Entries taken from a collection
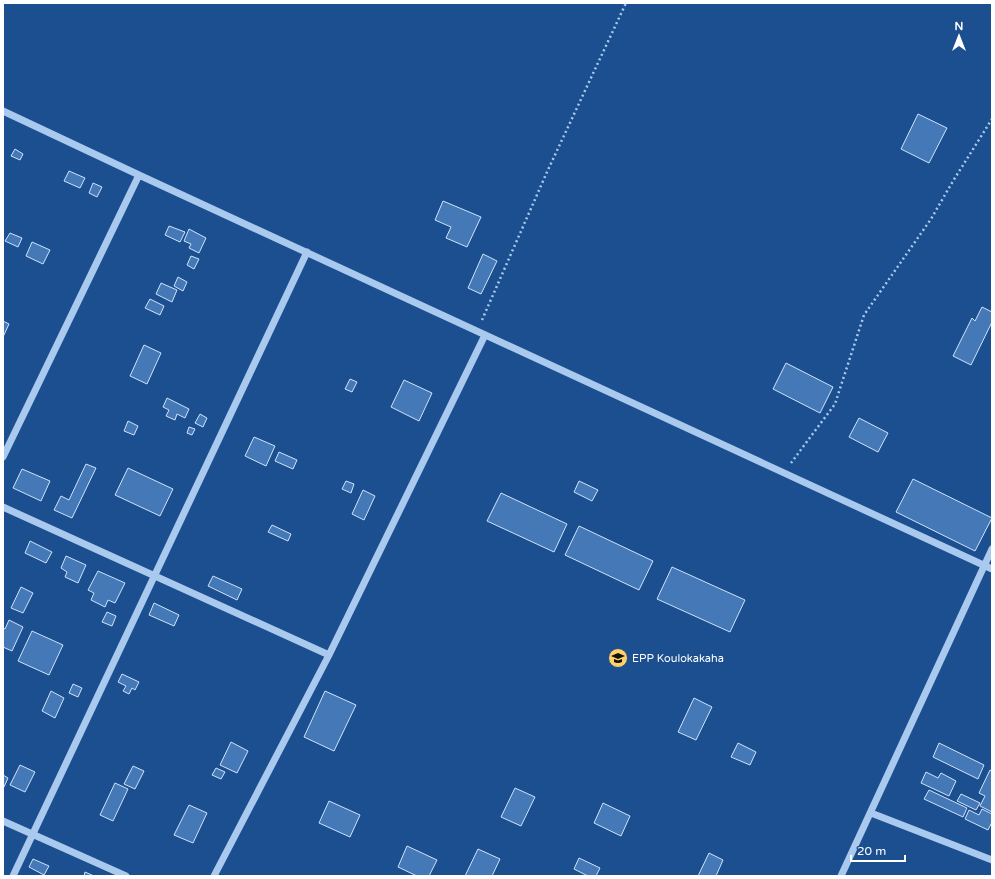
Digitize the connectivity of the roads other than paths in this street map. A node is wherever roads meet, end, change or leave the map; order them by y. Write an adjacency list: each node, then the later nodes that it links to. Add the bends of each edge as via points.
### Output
1 (3, 111): 2 (street)
2 (139, 176): 3 (street); 5 (street)
3 (307, 252): 4 (street); 10 (street)
4 (485, 335): 8 (street); 11 (street)
5 (3, 457)
6 (3, 507): 10 (street)
7 (992, 549): 8 (street)
8 (984, 566): 9 (street); 12 (street)
9 (992, 569)
10 (154, 576): 11 (street); 14 (street)
11 (330, 655): 18 (street)
12 (871, 813): 15 (street); 19 (street)
13 (3, 821): 14 (street)
14 (32, 834): 16 (street); 17 (street)
15 (992, 860)
16 (13, 876)
17 (126, 876)
18 (214, 876)
19 (841, 876)

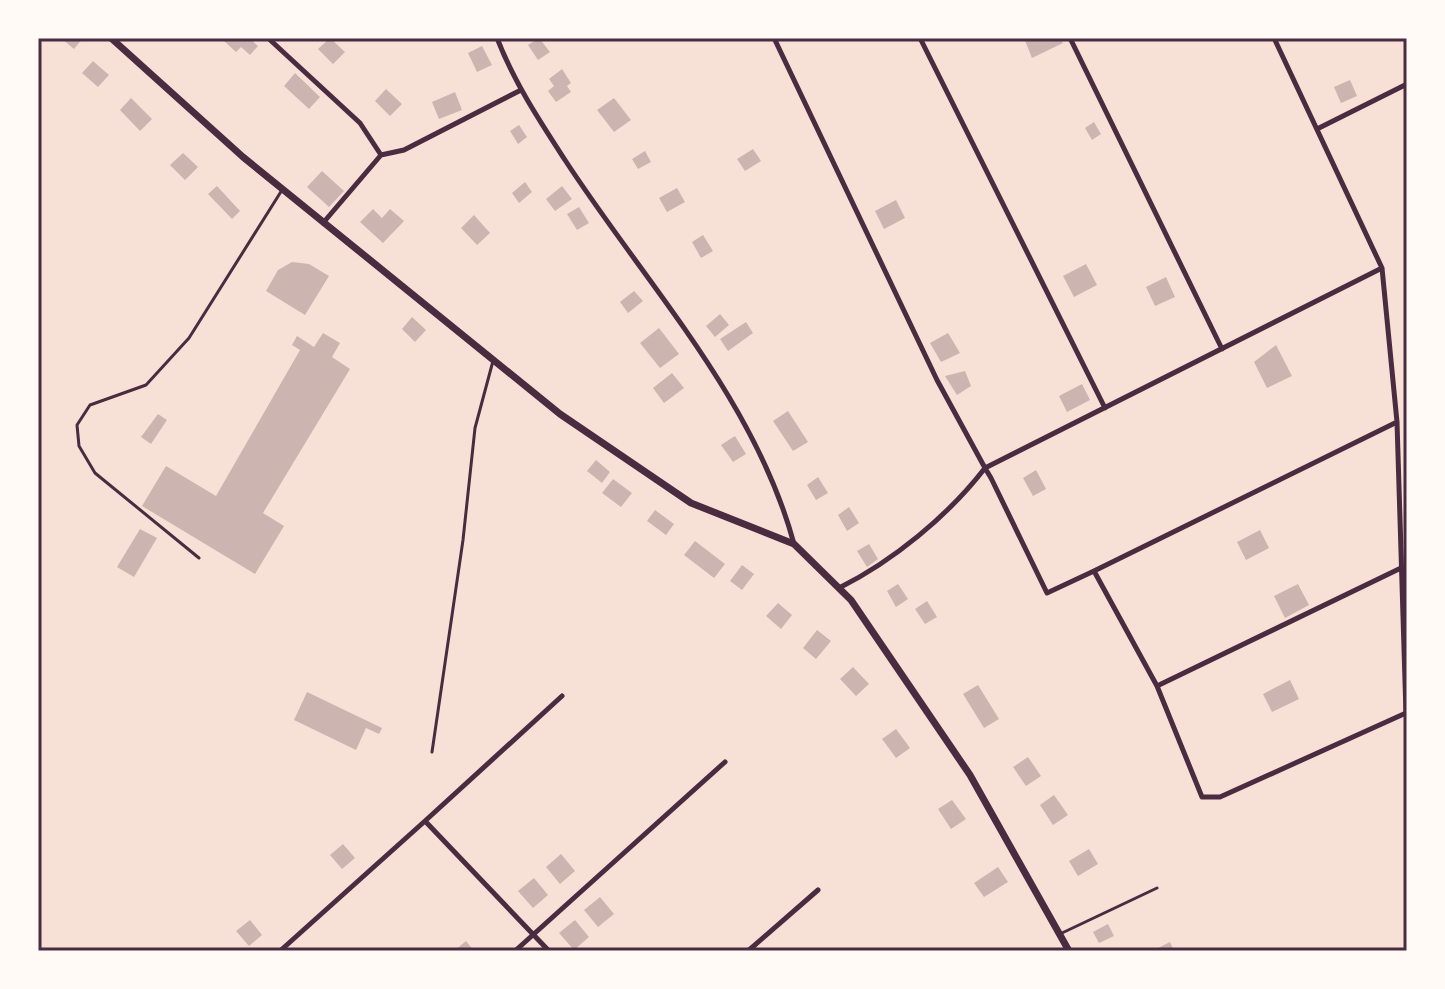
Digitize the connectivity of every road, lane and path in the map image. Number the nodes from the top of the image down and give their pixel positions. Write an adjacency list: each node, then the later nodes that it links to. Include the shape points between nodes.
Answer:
1 (111, 38): 12 (street)
2 (268, 38): 11 (street, via 360,123)
3 (497, 38): 9 (street)
4 (774, 38): 19 (street, via 937,380)
5 (920, 38): 17 (street)
6 (1070, 38): 15 (street)
7 (1274, 38): 10 (street)
8 (1407, 84): 10 (street)
9 (521, 90): 11 (street, via 404,150); 20 (street, via 748,428 785,510)
10 (1317, 129): 14 (street)
11 (381, 155): 13 (street)
12 (282, 190): 13 (street); 21 (lane, via 189,338 146,385 90,405 77,425 79,446 95,473)
13 (323, 223): 16 (street)
14 (1382, 268): 15 (street); 18 (street)
15 (1222, 349): 17 (street)
16 (493, 361): 20 (street, via 560,414 691,503); 27 (lane, via 475,428)
17 (1105, 408): 19 (street)
18 (1397, 422): 22 (street); 23 (street)
19 (985, 468): 23 (street, via 1047,593); 24 (street, via 967,491 872,571)
20 (794, 544): 24 (street)
21 (199, 558)
22 (1401, 568): 25 (street); 25 (street, via 1406,713 1220,797 1202,797)
23 (1094, 571): 25 (street)
24 (839, 588): 33 (street, via 970,775)
25 (1157, 686)
26 (562, 696): 29 (street)
27 (432, 752)
28 (725, 762): 32 (street)
29 (425, 821): 32 (street); 34 (street)
30 (1157, 888): 33 (lane)
31 (818, 890): 37 (street)
32 (534, 934): 35 (street); 36 (street)
33 (1060, 934): 38 (street)
34 (280, 951)
35 (515, 951)
36 (549, 951)
37 (748, 951)
38 (1069, 951)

Directions:
Produce a verbatim copy of all records, minus pictures.

Your response:
Digitize the connectivity of the roads other than paths in this street map. A node is wherever roads meet, end, change or leave the map; order them by y. Write an adjacency list: each node, then the later nodes that it links to. Add the bends of each edge as via points.
### Output
1 (3, 111): 2 (street)
2 (139, 176): 3 (street); 5 (street)
3 (307, 252): 4 (street); 10 (street)
4 (485, 335): 8 (street); 11 (street)
5 (3, 457)
6 (3, 507): 10 (street)
7 (992, 549): 8 (street)
8 (984, 566): 9 (street); 12 (street)
9 (992, 569)
10 (154, 576): 11 (street); 14 (street)
11 (330, 655): 18 (street)
12 (871, 813): 15 (street); 19 (street)
13 (3, 821): 14 (street)
14 (32, 834): 16 (street); 17 (street)
15 (992, 860)
16 (13, 876)
17 (126, 876)
18 (214, 876)
19 (841, 876)

Digitize the connectivity of every road, lane and path in the map image. Number the nodes from the top of the image down and give their pixel positions. Write an adjacency list: each node, then the later nodes that it links to. Include the shape points between nodes.
Answer:
1 (111, 38): 12 (street)
2 (268, 38): 11 (street, via 360,123)
3 (497, 38): 9 (street)
4 (774, 38): 19 (street, via 937,380)
5 (920, 38): 17 (street)
6 (1070, 38): 15 (street)
7 (1274, 38): 10 (street)
8 (1407, 84): 10 (street)
9 (521, 90): 11 (street, via 404,150); 20 (street, via 748,428 785,510)
10 (1317, 129): 14 (street)
11 (381, 155): 13 (street)
12 (282, 190): 13 (street); 21 (lane, via 189,338 146,385 90,405 77,425 79,446 95,473)
13 (323, 223): 16 (street)
14 (1382, 268): 15 (street); 18 (street)
15 (1222, 349): 17 (street)
16 (493, 361): 20 (street, via 560,414 691,503); 27 (lane, via 475,428)
17 (1105, 408): 19 (street)
18 (1397, 422): 22 (street); 23 (street)
19 (985, 468): 23 (street, via 1047,593); 24 (street, via 967,491 872,571)
20 (794, 544): 24 (street)
21 (199, 558)
22 (1401, 568): 25 (street); 25 (street, via 1406,713 1220,797 1202,797)
23 (1094, 571): 25 (street)
24 (839, 588): 33 (street, via 970,775)
25 (1157, 686)
26 (562, 696): 29 (street)
27 (432, 752)
28 (725, 762): 32 (street)
29 (425, 821): 32 (street); 34 (street)
30 (1157, 888): 33 (lane)
31 (818, 890): 37 (street)
32 (534, 934): 35 (street); 36 (street)
33 (1060, 934): 38 (street)
34 (280, 951)
35 (515, 951)
36 (549, 951)
37 (748, 951)
38 (1069, 951)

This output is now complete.